### Assigned task
What you write must be the listing below in full, word for word, minus its pictures.

### Data for this exercise
--------
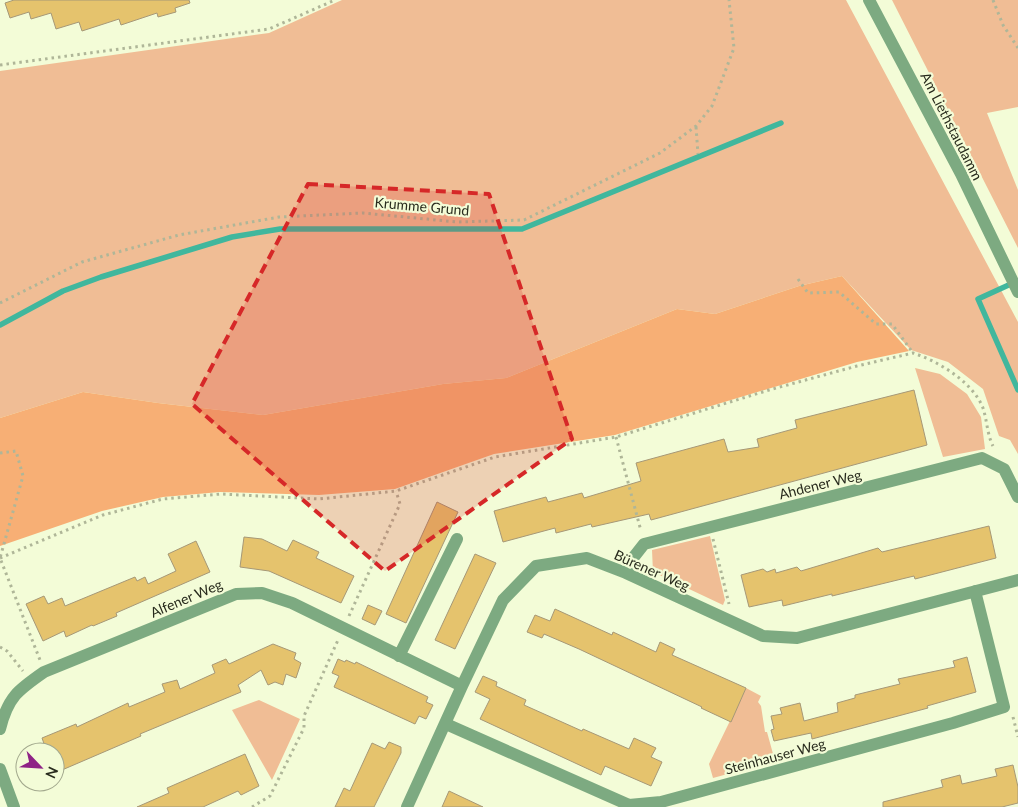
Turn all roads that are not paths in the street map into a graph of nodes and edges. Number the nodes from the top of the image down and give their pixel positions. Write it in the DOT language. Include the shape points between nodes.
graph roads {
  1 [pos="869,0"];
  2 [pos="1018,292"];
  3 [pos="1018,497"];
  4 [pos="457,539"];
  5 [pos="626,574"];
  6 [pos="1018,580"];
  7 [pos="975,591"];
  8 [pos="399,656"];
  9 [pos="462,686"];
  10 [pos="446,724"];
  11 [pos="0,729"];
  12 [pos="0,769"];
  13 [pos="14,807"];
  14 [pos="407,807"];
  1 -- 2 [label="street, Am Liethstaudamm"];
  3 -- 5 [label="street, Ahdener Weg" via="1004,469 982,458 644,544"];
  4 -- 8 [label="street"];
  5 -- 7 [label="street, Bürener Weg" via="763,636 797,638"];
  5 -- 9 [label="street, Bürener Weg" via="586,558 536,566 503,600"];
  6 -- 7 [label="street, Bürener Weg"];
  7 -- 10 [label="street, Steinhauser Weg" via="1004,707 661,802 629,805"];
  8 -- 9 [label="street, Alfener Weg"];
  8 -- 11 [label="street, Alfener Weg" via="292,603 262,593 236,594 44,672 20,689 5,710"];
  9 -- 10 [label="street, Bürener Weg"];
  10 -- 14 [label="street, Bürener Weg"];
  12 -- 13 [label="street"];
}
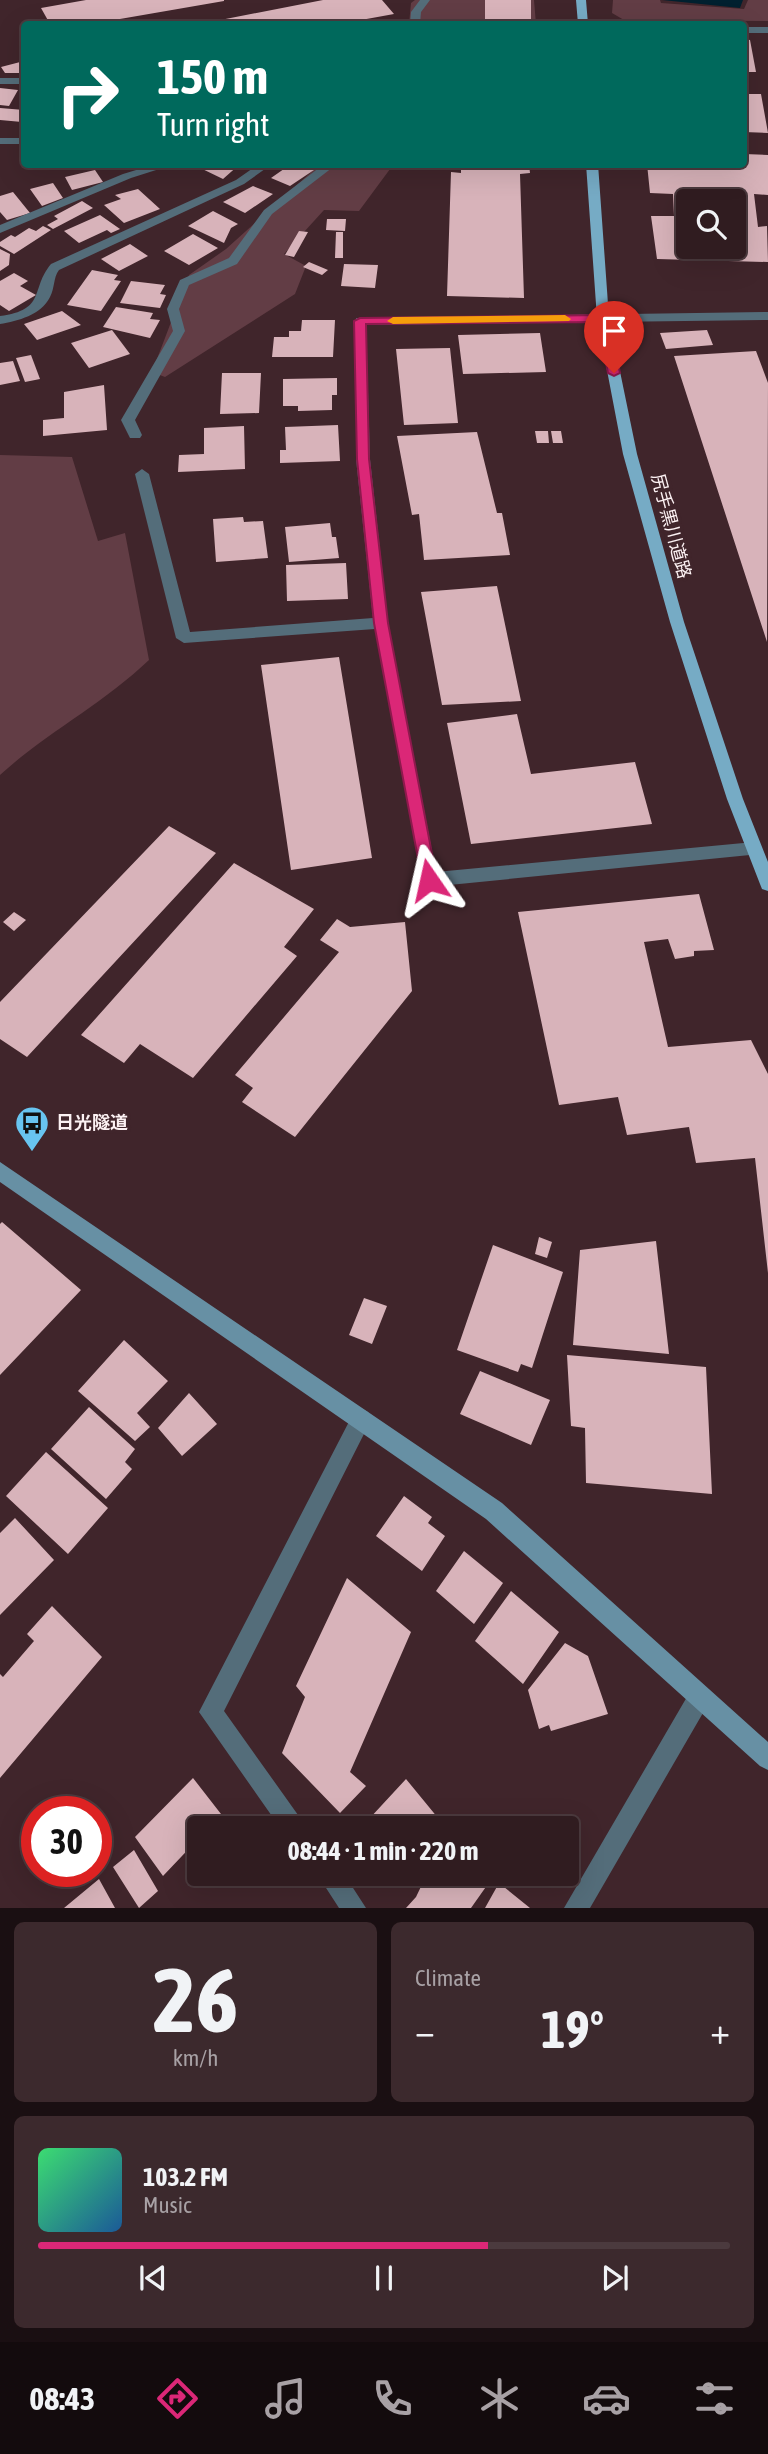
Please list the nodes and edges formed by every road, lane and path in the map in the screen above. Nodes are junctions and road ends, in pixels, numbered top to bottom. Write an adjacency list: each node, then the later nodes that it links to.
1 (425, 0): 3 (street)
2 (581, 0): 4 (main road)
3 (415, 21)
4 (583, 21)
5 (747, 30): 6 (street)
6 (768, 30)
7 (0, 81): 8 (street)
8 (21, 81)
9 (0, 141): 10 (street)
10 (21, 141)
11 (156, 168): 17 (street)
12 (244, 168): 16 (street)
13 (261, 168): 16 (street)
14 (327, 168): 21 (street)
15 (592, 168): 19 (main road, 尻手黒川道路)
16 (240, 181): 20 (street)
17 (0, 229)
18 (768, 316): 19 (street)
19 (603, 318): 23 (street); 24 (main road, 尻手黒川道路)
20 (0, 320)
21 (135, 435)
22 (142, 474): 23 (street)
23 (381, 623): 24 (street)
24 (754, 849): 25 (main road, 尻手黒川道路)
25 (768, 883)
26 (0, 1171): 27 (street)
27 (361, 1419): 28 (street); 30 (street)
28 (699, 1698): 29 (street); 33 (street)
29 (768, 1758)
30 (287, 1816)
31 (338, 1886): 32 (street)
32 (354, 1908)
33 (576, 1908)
--------
### Response
Turn all roads that are not paths in the street map into a graph of nodes and edges. Number the nodes from the top of the image down and give their pixel positions. Write it in the DOT language. Include the shape points between nodes.
graph roads {
  1 [pos="869,0"];
  2 [pos="1018,292"];
  3 [pos="1018,497"];
  4 [pos="457,539"];
  5 [pos="626,574"];
  6 [pos="1018,580"];
  7 [pos="975,591"];
  8 [pos="399,656"];
  9 [pos="462,686"];
  10 [pos="446,724"];
  11 [pos="0,729"];
  12 [pos="0,769"];
  13 [pos="14,807"];
  14 [pos="407,807"];
  1 -- 2 [label="street, Am Liethstaudamm"];
  3 -- 5 [label="street, Ahdener Weg" via="1004,469 982,458 644,544"];
  4 -- 8 [label="street"];
  5 -- 7 [label="street, Bürener Weg" via="763,636 797,638"];
  5 -- 9 [label="street, Bürener Weg" via="586,558 536,566 503,600"];
  6 -- 7 [label="street, Bürener Weg"];
  7 -- 10 [label="street, Steinhauser Weg" via="1004,707 661,802 629,805"];
  8 -- 9 [label="street, Alfener Weg"];
  8 -- 11 [label="street, Alfener Weg" via="292,603 262,593 236,594 44,672 20,689 5,710"];
  9 -- 10 [label="street, Bürener Weg"];
  10 -- 14 [label="street, Bürener Weg"];
  12 -- 13 [label="street"];
}
Please list the nodes and edges formed by every road, lane and path in the map in the screen above. Nodes are junctions and road ends, in pixels, numbered top to bottom. Write an adjacency list: each node, then the later nodes that it links to.
1 (425, 0): 3 (street)
2 (581, 0): 4 (main road)
3 (415, 21)
4 (583, 21)
5 (747, 30): 6 (street)
6 (768, 30)
7 (0, 81): 8 (street)
8 (21, 81)
9 (0, 141): 10 (street)
10 (21, 141)
11 (156, 168): 17 (street)
12 (244, 168): 16 (street)
13 (261, 168): 16 (street)
14 (327, 168): 21 (street)
15 (592, 168): 19 (main road, 尻手黒川道路)
16 (240, 181): 20 (street)
17 (0, 229)
18 (768, 316): 19 (street)
19 (603, 318): 23 (street); 24 (main road, 尻手黒川道路)
20 (0, 320)
21 (135, 435)
22 (142, 474): 23 (street)
23 (381, 623): 24 (street)
24 (754, 849): 25 (main road, 尻手黒川道路)
25 (768, 883)
26 (0, 1171): 27 (street)
27 (361, 1419): 28 (street); 30 (street)
28 (699, 1698): 29 (street); 33 (street)
29 (768, 1758)
30 (287, 1816)
31 (338, 1886): 32 (street)
32 (354, 1908)
33 (576, 1908)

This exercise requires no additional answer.